We could model this is as follows,

$Y_{st} = \alpha_{0} +\alpha_{1}R_{st} + \alpha_{2}I_{st} + \delta_{t}+ u_{st}$, where $u_{st}$ is additive error term, and $\delta_{t}$ are time dummies. In this context of pass rates, intuitively it is more difficult for a school to increase the pass rates from 95% to 100%, then it is for them to go from 45% student passing, to 50% student passing. Consequently, the effect of $R_{st}$ on $Y_{st}$ should be given less weight on the latter situation (45% to 50%), than the former (95% to 100%). Suppose we were comparing two schools in which the same $R_{st}$ increase lead to these results, clearly the 95% to 100% school invested more efficiently.

My idea is to use a multiplicative dummy variable with $R_{st}$, $\beta_{t}$, where $\beta_{t}$ takes on different values depending on the initial value of $Y_{st}.$ Is there a standard way to take this into consideration in the model? Are there other additional factors that could improve this model?

Best Answer

In your setting, logistic regression seems to be the natural way to go since your percentages are related to a count (number of successful students per school). The interpretation of effects through odds ratios solves your issue that it is more difficult to come from 90 to 95% than from 50 to 55%. Moreover, you can't get percentages below 0 or above 100 and you don't have problems with heteroscedasticity near the boundary.

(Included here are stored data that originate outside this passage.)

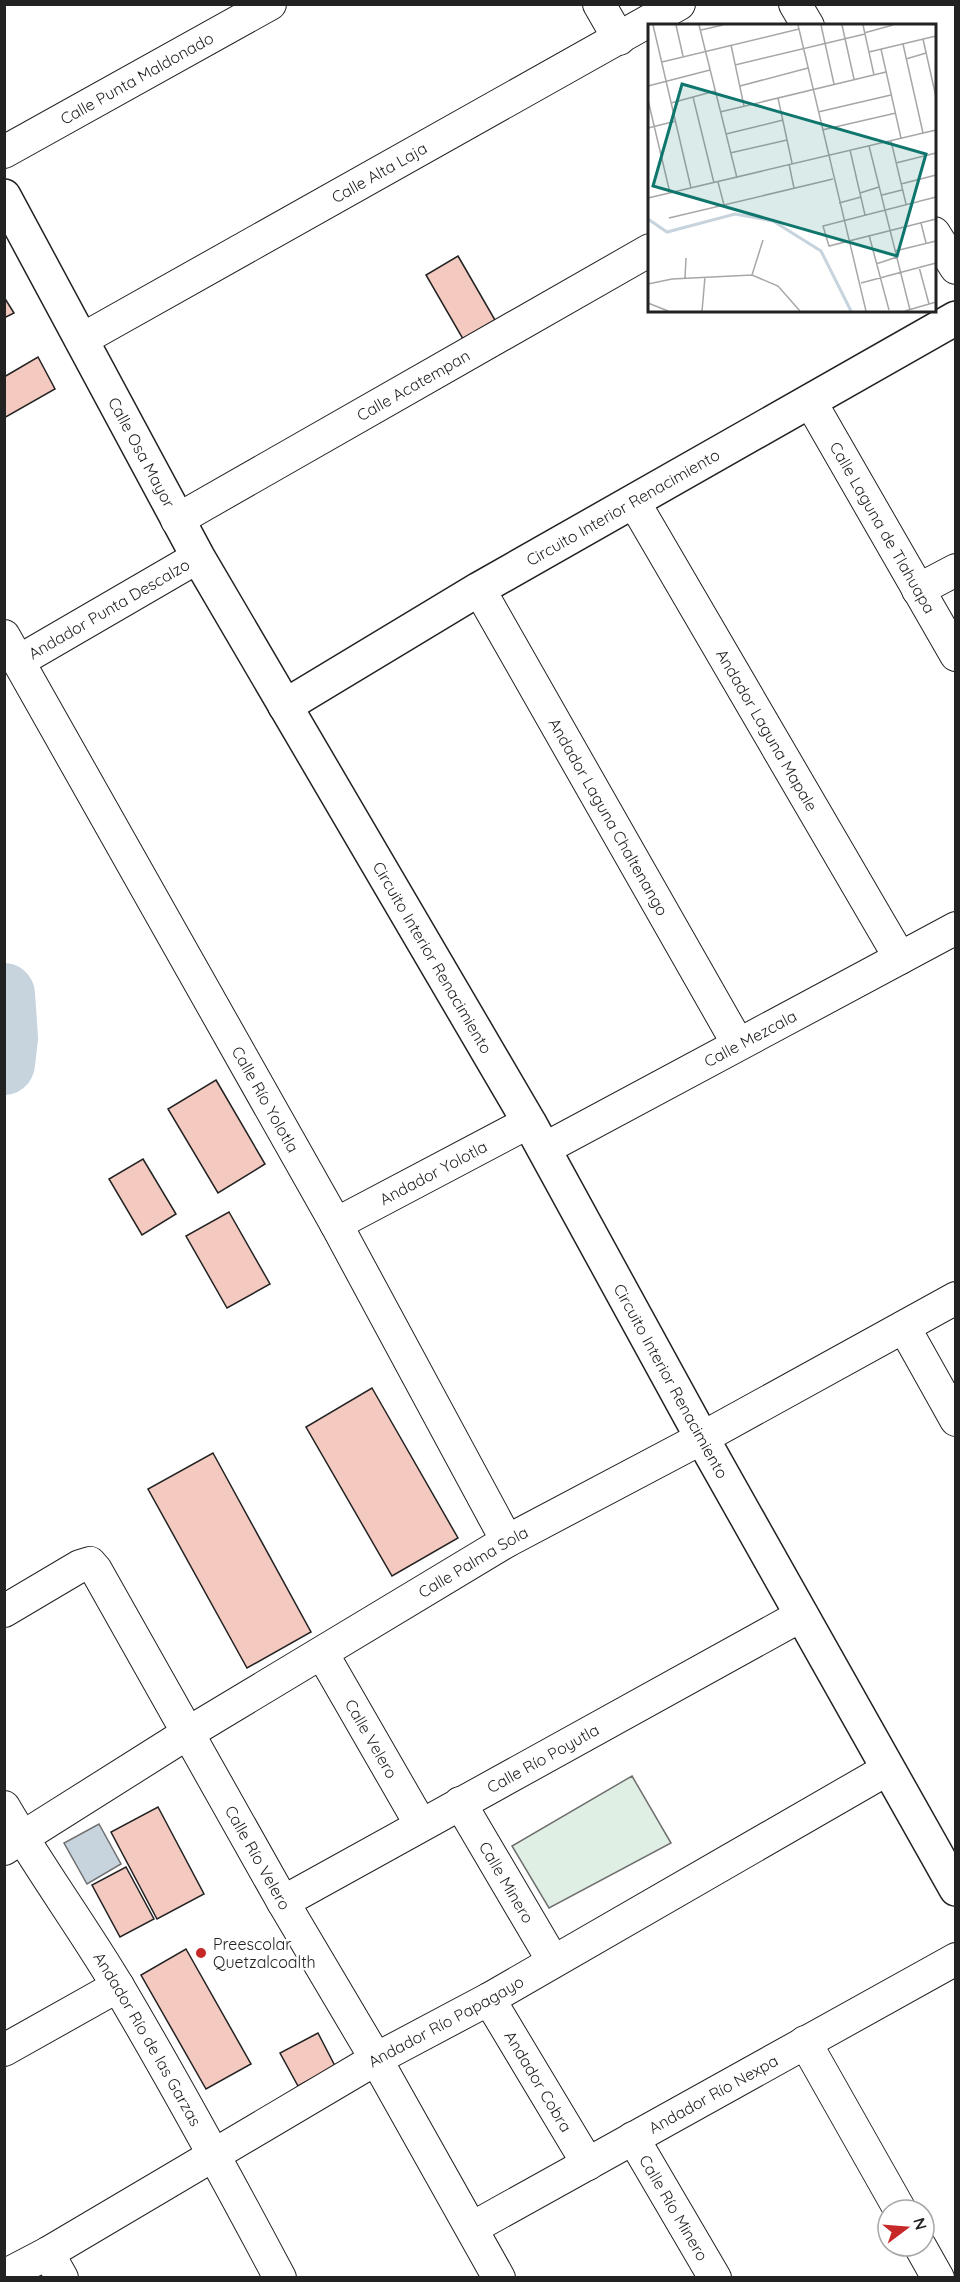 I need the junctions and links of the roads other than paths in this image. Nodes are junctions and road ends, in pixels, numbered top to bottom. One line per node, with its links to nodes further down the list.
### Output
1 (270, 4): 7 (street, Calle Punta Maldonado)
2 (599, 4): 6 (street)
3 (679, 4): 6 (street, Calle Alta Laja)
4 (795, 4): 5 (street)
5 (807, 24)
6 (619, 39): 13 (street, Calle Alta Laja)
7 (4, 152)
8 (4, 196): 13 (main road, Calle Osa Mayor)
9 (936, 236): 11 (street)
10 (648, 251): 16 (street, Calle Acatempan)
11 (956, 268)
12 (956, 318): 14 (main road, Circuito Interior Renacimiento)
13 (81, 340): 16 (main road, Calle Osa Mayor)
14 (810, 401): 15 (main road, Circuito Interior Renacimiento); 20 (street, Calle Laguna de Tlahuapa)
15 (634, 502): 19 (main road, Circuito Interior Renacimiento); 25 (street, Andador Laguna Mapale)
16 (177, 520): 17 (main road, Calle Osa Mayor)
17 (198, 557): 21 (street, Andador Punta Descalzo); 23 (main road, Calle Osa Mayor)
18 (956, 570): 20 (street)
19 (479, 589): 23 (main road, Circuito Interior Renacimiento); 26 (street, Andador Laguna Chaltenango)
20 (918, 590): 22 (street, Calle Laguna de Tlahuapa)
21 (12, 648): 28 (street, Calle Río Yolotla)
22 (956, 655)
23 (285, 706): 27 (main road, Circuito Interior Renacimiento)
24 (956, 928): 25 (street, Calle Mezcala)
25 (900, 958): 26 (street, Calle Mezcala)
26 (738, 1044): 27 (street, Calle Mezcala)
27 (537, 1136): 28 (street, Andador Yolotla); 32 (main road, Circuito Interior Renacimiento)
28 (336, 1224): 33 (street, Calle Río Yolotla)
29 (956, 1298): 30 (street, Calle Palma Sola)
30 (904, 1328): 31 (street); 32 (street, Calle Palma Sola)
31 (956, 1420)
32 (702, 1438): 33 (street, Calle Palma Sola); 35 (main road, Circuito Interior Renacimiento)
33 (507, 1541): 36 (street, Calle Palma Sola)
34 (4, 1611): 37 (street, Calle Río Velero)
35 (802, 1615): 38 (main road, Circuito Interior Renacimiento); 39 (street, Calle Río Poyutla)
36 (322, 1653): 37 (street, Calle Palma Sola); 41 (street, Calle Velero)
37 (188, 1733): 42 (street, Calle Palma Sola); 44 (street, Calle Río Velero)
38 (888, 1769): 43 (main road, Circuito Interior Renacimiento); 46 (street, Andador Río Papagayo)
39 (460, 1803): 41 (street, Calle Río Poyutla); 46 (street, Calle Minero)
40 (4, 1807): 42 (street, Andador Río de las Garzas)
41 (421, 1825): 44 (street, Calle Río Poyutla)
42 (13, 1843): 47 (street, Andador Río de las Garzas)
43 (956, 1889)
44 (283, 1902): 51 (street, Calle Río Velero)
45 (956, 1959): 49 (street, Andador Río Nexpa)
46 (553, 1961): 48 (street, Andador Río Papagayo)
47 (118, 1986): 50 (street); 53 (street, Andador Río de las Garzas)
48 (489, 1999): 51 (street, Andador Río Papagayo); 54 (street, Andador Cobra)
49 (806, 2042): 52 (street, Andador Río Nexpa); 55 (street)
50 (4, 2050)
51 (376, 2059): 53 (street, Andador Río Papagayo); 56 (street, Calle Río Velero)
52 (633, 2138): 54 (street, Andador Río Nexpa); 62 (street, Calle Río Minero)
53 (213, 2154): 58 (street, Andador Río Papagayo); 60 (street, Andador Río de las Garzas)
54 (588, 2164): 56 (street, Andador Río Nexpa)
55 (893, 2198)
56 (472, 2228): 61 (street, Calle Río Velero)
57 (927, 2258): 63 (street)
58 (55, 2265): 59 (street, Andador Río Papagayo)
59 (4, 2276)
60 (280, 2277)
61 (499, 2277)
62 (715, 2277)
63 (938, 2277) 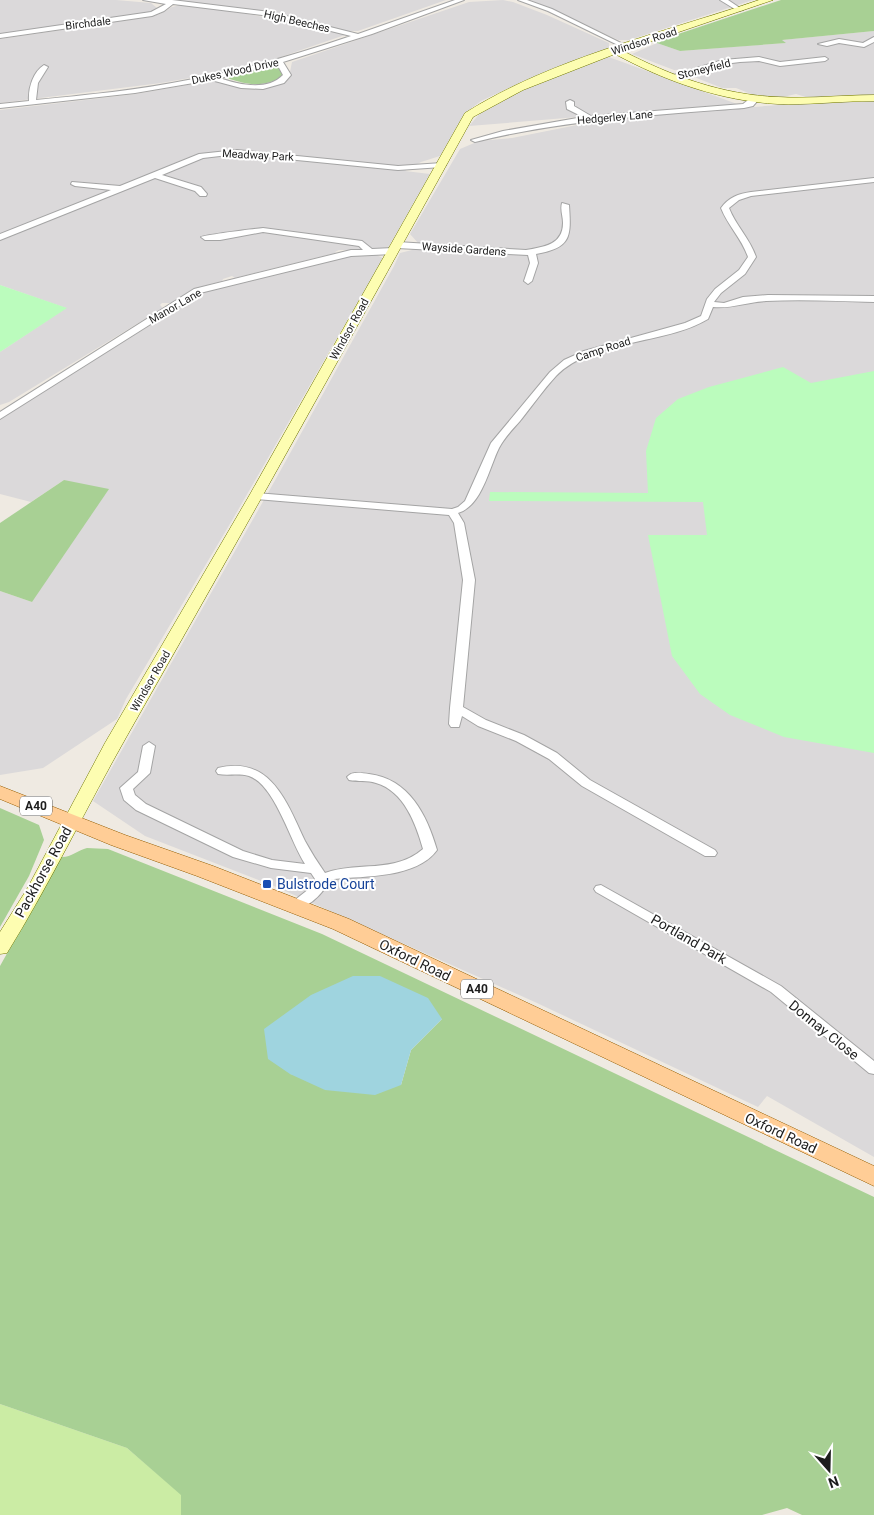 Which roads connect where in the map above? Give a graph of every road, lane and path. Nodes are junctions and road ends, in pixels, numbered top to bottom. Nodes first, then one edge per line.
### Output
1 (146, 0) edge
2 (461, 0) edge
3 (521, 0) edge
4 (723, 0) edge
5 (768, 0) edge
6 (172, 2) junction
7 (740, 10) junction
8 (0, 36) edge
9 (358, 36) junction
10 (874, 39) edge
11 (821, 44) dead end
12 (619, 48) junction
13 (825, 59) dead end
14 (280, 62) junction
15 (44, 67) dead end
16 (671, 77) junction
17 (213, 78) junction
18 (874, 98) edge
19 (755, 99) junction
20 (34, 102) junction
21 (570, 102) dead end
22 (0, 106) edge
23 (590, 118) junction
24 (474, 140) dead end
25 (442, 165) junction
26 (154, 175) junction
27 (874, 180) edge
28 (75, 184) dead end
29 (120, 189) junction
30 (203, 194) dead end
31 (565, 205) dead end
32 (205, 237) dead end
33 (0, 238) edge
34 (395, 248) junction
35 (370, 252) junction
36 (531, 252) junction
37 (528, 280) dead end
38 (874, 299) edge
39 (709, 304) junction
40 (2, 412) edge
41 (256, 496) junction
42 (452, 512) junction
43 (456, 708) junction
44 (455, 724) dead end
45 (149, 746) dead end
46 (222, 771) dead end
47 (352, 777) dead end
48 (0, 792) edge
49 (71, 821) junction
50 (710, 853) dead end
51 (319, 874) junction
52 (601, 889) dead end
53 (296, 906) junction
54 (0, 948) edge
55 (776, 989) joint
56 (874, 1069) edge
57 (874, 1177) edge

1 - 6 street, High Beeches
2 - 9 street, Dukes Wood Drive
3 - 12 street
4 - 7 street
5 - 7 main road, Windsor Road
6 - 8 street, Birchdale
6 - 9 street, High Beeches
7 - 12 main road, Windsor Road
9 - 14 street, Dukes Wood Drive
10 - 11 street
12 - 16 main road, Hedgerley Lane
12 - 25 main road, Windsor Road
13 - 16 street, Stoneyfield
14 - 17 street, Dukes Wood Drive
14 - 17 street
15 - 20 street
16 - 19 main road, Hedgerley Lane
17 - 20 street, Dukes Wood Drive
18 - 19 main road, Hedgerley Lane
19 - 23 street, Hedgerley Lane
20 - 22 street, Dukes Wood Drive
21 - 23 street
23 - 24 street, Hedgerley Lane
25 - 26 street, Meadway Park
25 - 34 main road, Windsor Road
26 - 29 street, Meadway Park
26 - 30 street
27 - 39 street, Camp Road
28 - 29 street
29 - 33 street, Meadway Park
31 - 36 street, Wayside Gardens
32 - 35 street
34 - 35 street, Manor Lane
34 - 36 street, Wayside Gardens
34 - 41 main road, Windsor Road
35 - 40 street, Manor Lane
36 - 37 street
38 - 39 street
39 - 42 street, Camp Road
41 - 42 street
41 - 49 main road, Windsor Road
42 - 43 street
43 - 44 street
43 - 50 street
45 - 51 street
46 - 51 street
47 - 51 street
48 - 49 main road, Oxford Road / A40
49 - 53 main road, Oxford Road / A40
49 - 54 main road, Packhorse Road
51 - 53 street
52 - 55 street, Portland Park
53 - 57 main road, Oxford Road / A40
55 - 56 street, Donnay Close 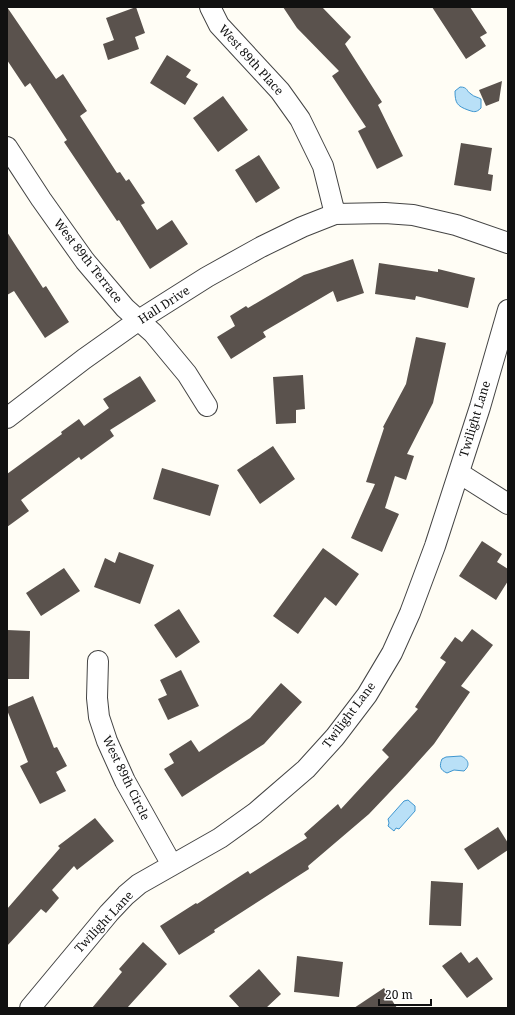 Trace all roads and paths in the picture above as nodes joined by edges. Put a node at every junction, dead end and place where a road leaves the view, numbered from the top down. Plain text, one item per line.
1 (210, 7) edge
2 (7, 147) edge
3 (335, 214) junction
4 (508, 243) edge
5 (508, 310) edge
6 (139, 320) junction
7 (207, 406) dead end
8 (7, 418) edge
9 (459, 473) junction
10 (508, 504) edge
11 (98, 661) dead end
12 (172, 865) junction
13 (30, 1008) edge

1 - 3 street, West 89th Place
2 - 6 street, West 89th Terrace
3 - 4 street
3 - 6 street, Hall Drive
5 - 9 street, Twilight Lane
6 - 7 street, West 89th Terrace
6 - 8 street, Hall Drive
9 - 10 street
9 - 12 street, Twilight Lane
11 - 12 street, West 89th Circle
12 - 13 street, Twilight Lane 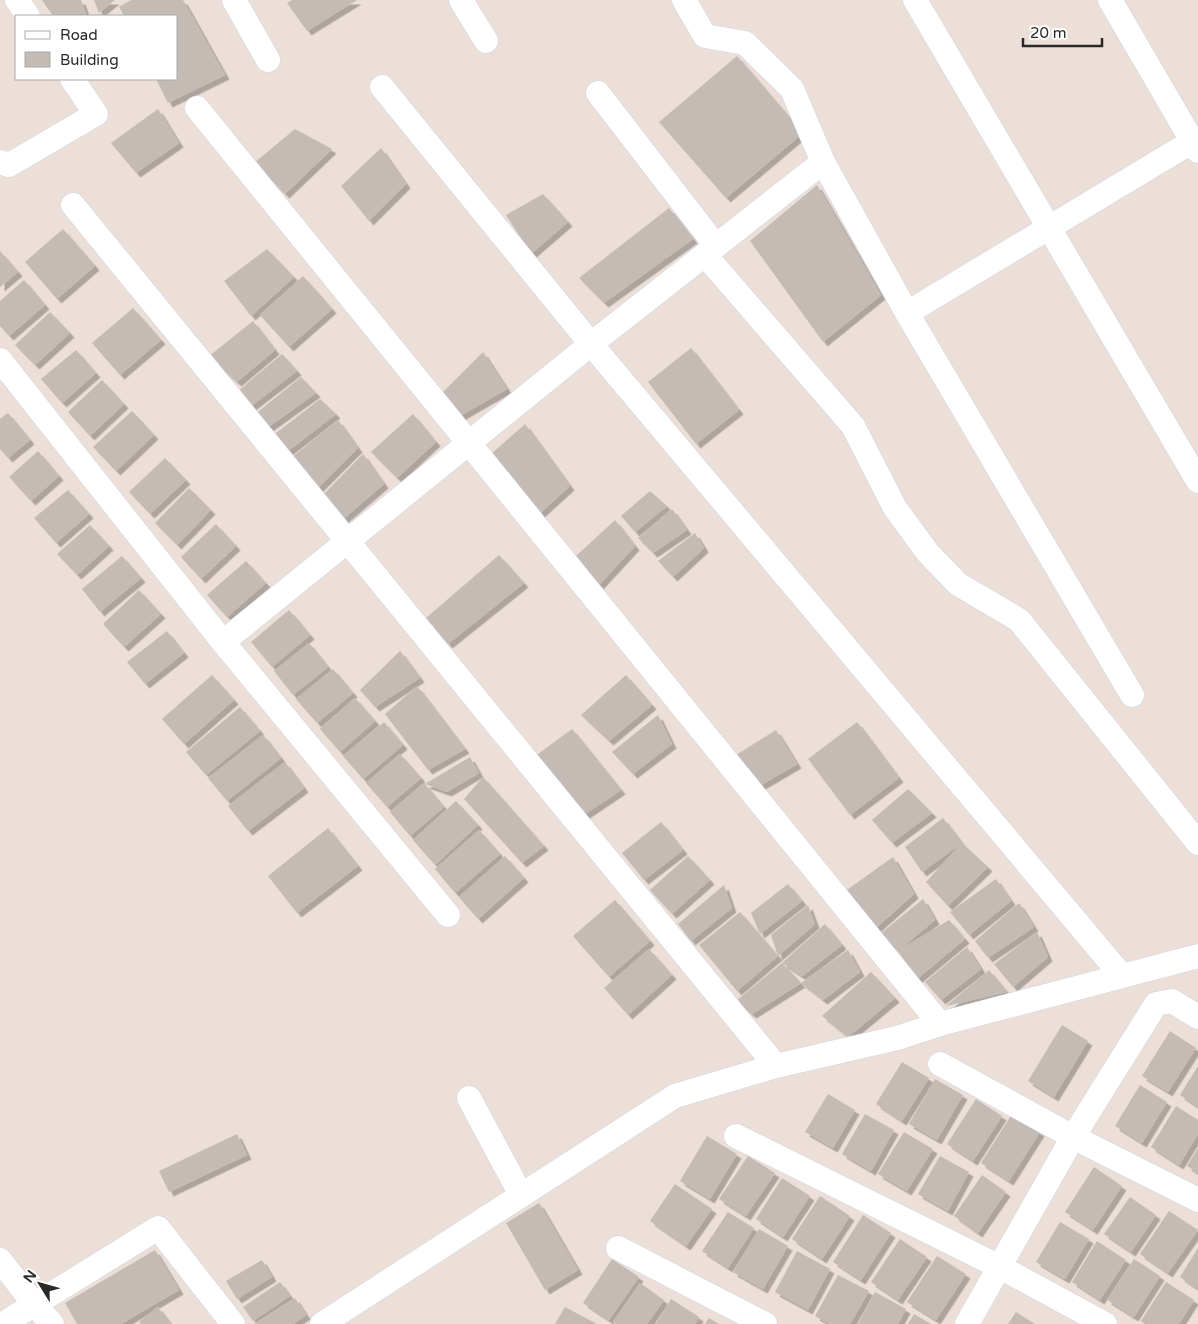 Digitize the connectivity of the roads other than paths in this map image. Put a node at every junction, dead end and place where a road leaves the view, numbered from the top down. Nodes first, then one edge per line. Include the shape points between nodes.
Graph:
1 (17, 0) edge
2 (234, 0) edge
3 (461, 0) edge
4 (684, 0) edge
5 (915, 0) edge
6 (1110, 0) edge
7 (27, 15) edge
8 (486, 41) dead end
9 (268, 60) dead end
10 (73, 80) edge
11 (382, 87) dead end
12 (598, 93) dead end
13 (197, 108) dead end
14 (1196, 144) edge
15 (0, 162) edge
16 (823, 162) junction
17 (73, 204) dead end
18 (1048, 228) junction
19 (710, 250) junction
20 (907, 312) junction
21 (590, 344) junction
22 (0, 360) edge
23 (469, 443) junction
24 (1198, 481) edge
25 (348, 541) junction
26 (223, 642) junction
27 (1132, 695) dead end
28 (1198, 843) edge
29 (448, 914) dead end
30 (1198, 956) edge
31 (1122, 976) junction
32 (1198, 1017) edge
33 (940, 1024) junction
34 (940, 1064) dead end
35 (776, 1066) junction
36 (469, 1098) dead end
37 (736, 1136) dead end
38 (1073, 1137) junction
39 (521, 1196) junction
40 (1198, 1200) edge
41 (618, 1248) dead end
42 (0, 1260) edge
43 (1000, 1267) junction
44 (34, 1304) junction
45 (4, 1324) edge
46 (52, 1324) edge
47 (233, 1324) edge
48 (322, 1324) edge
49 (765, 1324) edge
50 (967, 1324) edge
51 (1105, 1324) edge

1 - 7 street
2 - 9 street
3 - 8 street
4 - 16 street via 705,36 745,43 792,89
5 - 18 street
6 - 14 street
10 - 15 street via 96,114 8,165
11 - 21 street
12 - 19 street
13 - 23 street
14 - 18 street
16 - 19 street
16 - 20 street
17 - 25 street
18 - 20 street
18 - 24 street
19 - 21 street
19 - 28 street via 853,426 895,508 928,553 958,584 1020,620
20 - 27 street
21 - 23 street
21 - 31 street
22 - 26 street
23 - 25 street
23 - 33 street
25 - 26 street
25 - 35 street
26 - 29 street
30 - 31 street
31 - 33 street
32 - 38 street via 1172,1001 1156,1004
33 - 35 street via 897,1038
34 - 38 street
35 - 39 street via 674,1096
36 - 39 street
37 - 43 street
38 - 40 street
38 - 43 street
39 - 48 street
41 - 49 street
42 - 44 street
43 - 50 street
43 - 51 street
44 - 45 street
44 - 46 street
44 - 47 street via 158,1228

You might want to have a look at What are the issues with using percentage outcome in linear regression? for models with a percentage response.

Related Solutions

Ordinary Least Squares – Estimation Issues for OLS with Bounded Response Variables

Though I agree with Glen_b that rates like this are scaled counts, whether or not you want to use a count model depends on what the denominator in that scaled count is. If $y$ is something like the market share of Ford in the US, then the denominator is in the millions, and you should probably treat $y$ as continuous.

So, I'll answer the question of what you should do when it is OK to treat $y$ as a continuous variable. Specifically, $y_{it}$ is then the probability that a randomly selected member of group $i$ passes the test at time $t$. We want to let $y$ depend on some variable(s) $x$ but in a way which respects the facts that 1) $x\beta$ can be any real number and 2) $y$ nevertheless is a probability and must stay between 0 and 1.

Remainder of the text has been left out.